Finding a Good Preschool
Ohio Wesleyan Professor Katherine Glenn-Applegate, Ph.D., Discusses Issue in New York Times Essay
DELAWARE, Ohio – “If an Expert in Preschool Can’t Find a Good One, Can Anyone?” asks the provocative headline of Katherine Glenn-Applegate’s new essay in The New York Times’ “Motherlode: Living the Family Dynamic” blog.
Glenn-Applegate, Ph.D., is an assistant professor of education and director of the Early Childhood Program at Ohio Wesleyan University.
She also is a former preschool teacher whose academic research interests now include preschool quality and access, and specifically, how parents and other caregivers learn about and select a preschool for their children.
Seriously, if she can’t find a good preschool, how can anyone?
But, Glenn-Applegate writes, she had to settle for less than she and her husband desired for their son’s first preschool program.
“My spouse and I went into the process of selecting a preschool over confident,” she writes in her April 1 “Motherlode” essay. “We started looking for preschools eight months before our son needed care, but the programs we contacted had wait lists of a year or more.”
Their son now is in a program that both he and his parents like, but the nation’s problematic preschool issues remain, Glenn-Applegate reports.

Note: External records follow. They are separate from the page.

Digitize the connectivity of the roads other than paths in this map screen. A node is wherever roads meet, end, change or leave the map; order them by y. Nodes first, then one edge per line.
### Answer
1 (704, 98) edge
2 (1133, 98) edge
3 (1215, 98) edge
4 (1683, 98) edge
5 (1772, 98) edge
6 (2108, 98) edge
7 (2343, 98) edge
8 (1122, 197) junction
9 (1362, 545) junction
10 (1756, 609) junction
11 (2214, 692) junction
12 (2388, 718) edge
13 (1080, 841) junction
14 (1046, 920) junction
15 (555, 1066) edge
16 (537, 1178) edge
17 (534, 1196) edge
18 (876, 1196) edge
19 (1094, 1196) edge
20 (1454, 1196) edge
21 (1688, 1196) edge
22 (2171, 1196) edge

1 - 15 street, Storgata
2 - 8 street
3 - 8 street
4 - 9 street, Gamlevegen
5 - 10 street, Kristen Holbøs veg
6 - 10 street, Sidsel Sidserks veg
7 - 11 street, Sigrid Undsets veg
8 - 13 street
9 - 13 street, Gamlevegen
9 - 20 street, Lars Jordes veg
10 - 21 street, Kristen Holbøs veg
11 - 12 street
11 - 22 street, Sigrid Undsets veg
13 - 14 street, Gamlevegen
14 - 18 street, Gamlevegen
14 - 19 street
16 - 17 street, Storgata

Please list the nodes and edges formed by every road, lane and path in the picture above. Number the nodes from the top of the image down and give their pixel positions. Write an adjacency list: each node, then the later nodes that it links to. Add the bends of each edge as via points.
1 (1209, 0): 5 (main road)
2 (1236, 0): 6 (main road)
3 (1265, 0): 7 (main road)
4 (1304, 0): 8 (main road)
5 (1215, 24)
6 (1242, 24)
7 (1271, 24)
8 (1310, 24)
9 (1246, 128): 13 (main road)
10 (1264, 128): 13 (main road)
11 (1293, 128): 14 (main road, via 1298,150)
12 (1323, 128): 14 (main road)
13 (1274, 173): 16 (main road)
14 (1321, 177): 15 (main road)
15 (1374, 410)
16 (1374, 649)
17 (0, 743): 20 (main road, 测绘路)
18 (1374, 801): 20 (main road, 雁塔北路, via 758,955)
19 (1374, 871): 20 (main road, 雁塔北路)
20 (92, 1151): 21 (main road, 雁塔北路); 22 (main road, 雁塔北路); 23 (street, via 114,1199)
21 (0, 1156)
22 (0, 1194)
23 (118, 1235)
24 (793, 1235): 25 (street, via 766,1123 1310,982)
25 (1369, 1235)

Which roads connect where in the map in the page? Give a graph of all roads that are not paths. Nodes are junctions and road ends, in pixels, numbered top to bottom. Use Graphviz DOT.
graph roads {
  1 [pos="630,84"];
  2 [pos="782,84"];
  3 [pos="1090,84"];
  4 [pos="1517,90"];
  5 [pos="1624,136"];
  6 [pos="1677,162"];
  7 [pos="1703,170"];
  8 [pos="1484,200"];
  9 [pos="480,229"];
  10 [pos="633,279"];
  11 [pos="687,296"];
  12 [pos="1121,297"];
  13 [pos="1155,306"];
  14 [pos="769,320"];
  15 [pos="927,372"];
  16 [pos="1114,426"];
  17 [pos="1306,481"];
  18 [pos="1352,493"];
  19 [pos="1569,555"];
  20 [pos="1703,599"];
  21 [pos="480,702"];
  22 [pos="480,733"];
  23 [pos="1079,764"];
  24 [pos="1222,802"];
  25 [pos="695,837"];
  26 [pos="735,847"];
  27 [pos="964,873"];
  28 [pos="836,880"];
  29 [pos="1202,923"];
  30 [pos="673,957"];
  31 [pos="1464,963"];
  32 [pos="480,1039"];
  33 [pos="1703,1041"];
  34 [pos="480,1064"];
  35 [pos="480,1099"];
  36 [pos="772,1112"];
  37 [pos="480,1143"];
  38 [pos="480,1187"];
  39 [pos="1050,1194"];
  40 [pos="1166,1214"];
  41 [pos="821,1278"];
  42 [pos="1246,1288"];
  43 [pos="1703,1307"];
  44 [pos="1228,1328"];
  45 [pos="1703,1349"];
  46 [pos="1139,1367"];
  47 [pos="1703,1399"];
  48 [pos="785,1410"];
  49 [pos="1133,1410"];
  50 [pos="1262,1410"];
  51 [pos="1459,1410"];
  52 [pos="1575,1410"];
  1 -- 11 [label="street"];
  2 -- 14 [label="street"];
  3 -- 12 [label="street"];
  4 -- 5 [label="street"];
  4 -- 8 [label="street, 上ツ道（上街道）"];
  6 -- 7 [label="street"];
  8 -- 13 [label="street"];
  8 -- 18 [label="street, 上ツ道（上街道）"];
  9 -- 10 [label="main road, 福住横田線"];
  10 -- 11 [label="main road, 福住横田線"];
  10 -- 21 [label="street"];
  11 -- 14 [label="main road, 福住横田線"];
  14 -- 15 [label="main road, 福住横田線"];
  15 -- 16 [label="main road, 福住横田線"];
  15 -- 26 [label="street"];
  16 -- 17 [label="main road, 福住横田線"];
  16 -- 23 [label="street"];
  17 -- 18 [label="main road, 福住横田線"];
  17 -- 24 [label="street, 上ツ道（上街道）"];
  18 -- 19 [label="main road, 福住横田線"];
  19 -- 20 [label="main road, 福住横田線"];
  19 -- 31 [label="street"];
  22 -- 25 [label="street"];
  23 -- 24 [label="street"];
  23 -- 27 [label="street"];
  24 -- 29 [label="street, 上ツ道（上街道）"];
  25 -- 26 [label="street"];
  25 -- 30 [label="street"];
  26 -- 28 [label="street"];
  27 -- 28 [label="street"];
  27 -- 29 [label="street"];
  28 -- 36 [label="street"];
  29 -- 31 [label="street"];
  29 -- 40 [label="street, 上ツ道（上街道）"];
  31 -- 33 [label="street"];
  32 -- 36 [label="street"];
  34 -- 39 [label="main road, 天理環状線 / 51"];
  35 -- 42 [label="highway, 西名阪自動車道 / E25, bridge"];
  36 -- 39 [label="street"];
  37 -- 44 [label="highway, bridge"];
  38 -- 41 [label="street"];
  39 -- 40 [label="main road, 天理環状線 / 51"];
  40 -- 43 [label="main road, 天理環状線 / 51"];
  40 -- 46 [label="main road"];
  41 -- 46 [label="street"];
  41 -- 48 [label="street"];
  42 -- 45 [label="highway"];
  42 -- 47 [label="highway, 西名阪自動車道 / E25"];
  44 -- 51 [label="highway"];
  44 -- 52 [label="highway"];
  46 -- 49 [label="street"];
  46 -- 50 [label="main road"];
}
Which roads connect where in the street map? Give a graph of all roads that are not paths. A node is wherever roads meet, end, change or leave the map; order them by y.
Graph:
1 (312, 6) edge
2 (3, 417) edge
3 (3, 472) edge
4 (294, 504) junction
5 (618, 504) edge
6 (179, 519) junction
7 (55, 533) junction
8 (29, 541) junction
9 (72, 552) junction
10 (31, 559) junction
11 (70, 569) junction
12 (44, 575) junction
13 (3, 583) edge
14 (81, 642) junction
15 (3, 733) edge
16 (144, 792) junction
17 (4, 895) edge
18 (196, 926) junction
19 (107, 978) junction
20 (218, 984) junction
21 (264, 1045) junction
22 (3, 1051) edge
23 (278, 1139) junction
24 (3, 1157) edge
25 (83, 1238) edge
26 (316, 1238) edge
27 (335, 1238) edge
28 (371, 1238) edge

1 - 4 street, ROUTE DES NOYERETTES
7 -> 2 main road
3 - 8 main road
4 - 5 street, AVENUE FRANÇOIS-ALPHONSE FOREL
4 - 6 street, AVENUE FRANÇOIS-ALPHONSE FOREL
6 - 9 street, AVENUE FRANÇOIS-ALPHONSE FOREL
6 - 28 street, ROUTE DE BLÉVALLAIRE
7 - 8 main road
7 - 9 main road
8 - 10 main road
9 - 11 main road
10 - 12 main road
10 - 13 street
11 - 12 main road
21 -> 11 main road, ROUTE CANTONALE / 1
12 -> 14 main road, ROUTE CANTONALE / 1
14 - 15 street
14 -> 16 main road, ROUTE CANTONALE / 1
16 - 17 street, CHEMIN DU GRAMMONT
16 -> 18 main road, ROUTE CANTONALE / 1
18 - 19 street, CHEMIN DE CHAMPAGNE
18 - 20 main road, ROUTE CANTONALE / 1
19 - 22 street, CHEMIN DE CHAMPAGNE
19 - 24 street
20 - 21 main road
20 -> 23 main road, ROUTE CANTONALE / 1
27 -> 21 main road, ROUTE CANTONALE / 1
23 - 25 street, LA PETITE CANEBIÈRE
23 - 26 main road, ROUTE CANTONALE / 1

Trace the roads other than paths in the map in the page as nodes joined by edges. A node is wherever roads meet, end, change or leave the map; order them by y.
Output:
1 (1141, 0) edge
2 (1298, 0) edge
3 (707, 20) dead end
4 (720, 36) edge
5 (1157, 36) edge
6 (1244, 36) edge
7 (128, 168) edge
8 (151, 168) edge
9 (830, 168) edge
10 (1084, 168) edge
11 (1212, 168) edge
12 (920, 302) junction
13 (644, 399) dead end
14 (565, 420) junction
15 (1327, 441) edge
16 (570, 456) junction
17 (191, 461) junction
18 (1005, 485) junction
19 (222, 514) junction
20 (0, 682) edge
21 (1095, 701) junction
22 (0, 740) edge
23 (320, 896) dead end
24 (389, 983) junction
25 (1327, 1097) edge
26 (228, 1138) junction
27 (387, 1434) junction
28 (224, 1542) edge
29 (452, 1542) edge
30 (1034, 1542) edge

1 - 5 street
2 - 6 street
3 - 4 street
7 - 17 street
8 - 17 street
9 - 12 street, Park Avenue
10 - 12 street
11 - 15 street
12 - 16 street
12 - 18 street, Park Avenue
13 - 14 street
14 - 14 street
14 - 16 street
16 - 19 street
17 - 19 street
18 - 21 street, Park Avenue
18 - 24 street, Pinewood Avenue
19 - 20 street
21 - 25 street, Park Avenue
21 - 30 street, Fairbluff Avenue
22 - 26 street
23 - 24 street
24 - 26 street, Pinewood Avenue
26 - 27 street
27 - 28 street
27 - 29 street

“All states regulate at least some preschool and child care programs, but licensing requirements are often bare bones,” she states. “Seventeen states do not require teachers to have so much as a high school degree. Twenty-one states do not require a check of the sex offender registry before hiring teachers.
“If you’re surprised, you’re not alone,” she continues. “Parents tend to overestimate government regulation of child care programs, which is to say, they assume it is reasonable.”
In the final analysis, Glenn-Applegate writes, preschool remains “a struggle bigger than we are.”
Read the OWU faculty member’s complete New York Times essay, “If an Expert in Preschool Can’t Find a Good One, Can Anyone?”
Founded in 1842, Ohio Wesleyan University is one of the nation’s premier liberal arts universities. Located in Delaware, Ohio, the private university offers 86 undergraduate majors and competes in 23 NCAA Division III varsity sports. Ohio Wesleyan combines a challenging, internationally focused curriculum with off-campus learning and leadership opportunities to connect classroom theory with real-world experience. OWU’s 1,750 students represent 46 U.S. states and territories and 43 countries. Ohio Wesleyan is featured in the book “Colleges That Change Lives,” listed on the latest President’s Higher Education Community Service Honor Roll with Distinction, and included in the U.S. News & World Report and Princeton Review “best colleges” lists. Learn more at www.owu.edu.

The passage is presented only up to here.